22 Aralık 2014 Pazartesi

DARAGACINDA İLK NAMAZ KILAN SAHABE

 HUBEYB BİN ADİY RAN HAYATI
Eshâb-ı kirâmın şehîdlerinden. Ensârdan ve Evs kabilesindendir. Hicretten önce müslüman oldu. Bedir ve Uhud savaşına katıldı. Bu savaşlarda büyük kahramanlıklar gösterdi. Bedir savaşında Hâris bin Nevfel adındaki meşhûr müşriki öldürmüştür. Hicretin 4. (m. 625) senesinde vuku bulan Recî’ vak’asında esir edilip, Mekke ve götürülerek müşriklere verildi ve orada onlar tarafından şehîd edildi. Uhud savaşında kendilerinden bazılarının öldürülmesi üzerine müslümanlara kin tutan Lihyanoğulları öç almak istediler.

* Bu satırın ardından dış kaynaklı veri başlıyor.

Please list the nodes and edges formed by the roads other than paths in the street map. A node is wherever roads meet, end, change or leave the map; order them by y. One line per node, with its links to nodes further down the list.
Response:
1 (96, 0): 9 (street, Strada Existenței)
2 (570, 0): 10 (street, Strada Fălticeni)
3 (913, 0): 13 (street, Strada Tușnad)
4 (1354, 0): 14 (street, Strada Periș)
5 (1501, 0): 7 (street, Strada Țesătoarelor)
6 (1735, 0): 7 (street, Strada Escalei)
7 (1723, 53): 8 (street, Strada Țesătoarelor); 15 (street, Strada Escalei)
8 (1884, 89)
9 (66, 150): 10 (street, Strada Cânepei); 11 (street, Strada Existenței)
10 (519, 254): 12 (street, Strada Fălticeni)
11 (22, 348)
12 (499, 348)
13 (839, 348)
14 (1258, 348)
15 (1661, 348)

Bu maksatla Adal ve Kare kabilesiyle anlaşıp, bu kabilelerden bir heyeti Medine’ye göndermeyi plânladılar. Müslüman olduğunuzu söylersiniz. Zekât vereceğiz, bunu almak ve bize İslâmı öğretmek üzere muallim istiyoruz dersiniz. Gelenlerin bir kısmını öldürür öcümüzü alırız. Bir kısmını da Mekke’ye götürüp Kureyş’e satarız dediler.
Bu iki kabileden altı veya yedi kişilik bir heyet Peygamberimize (s.a.v.) gelerek “Müslüman olduk, bize Kur’ân-ı kerîmi ve dîni öğretecek muallimler ver” dediler. Bu sırada Peygamberimiz (s.a.v.) Mekkeli müşriklerin savaş hazırlığı içinde olup, olmadıklarını kontrol etmek üzere on kişiden meydana gelen bir seriyye (keşif kolu) hazırlamıştı. Adal ve Kare kabilesinden de böyle bir heyetin gelip muallim istemeleri üzerine durumu araştırmak inceleyip, ilgilenmek üzere bu on kişilik keşif kolunu gelenlerle birlikte gönderdi. Eshâb-ı kirâm’dan kurulan bu seriyyede bulunanlardan üçünün ismi bilinmemektedir. İsmi bilinen yedi Sahâbî şunlardır; Mersed bin Ebî Mersed Hâlid bin Ebî Bükeyr, Âsım bin Sâbit, Hubeyb bin Adiy, Zeyd bin Desinne, Abdullah bin Târık, Muattib (Mugir) bin Ubeyd (r.anhüm).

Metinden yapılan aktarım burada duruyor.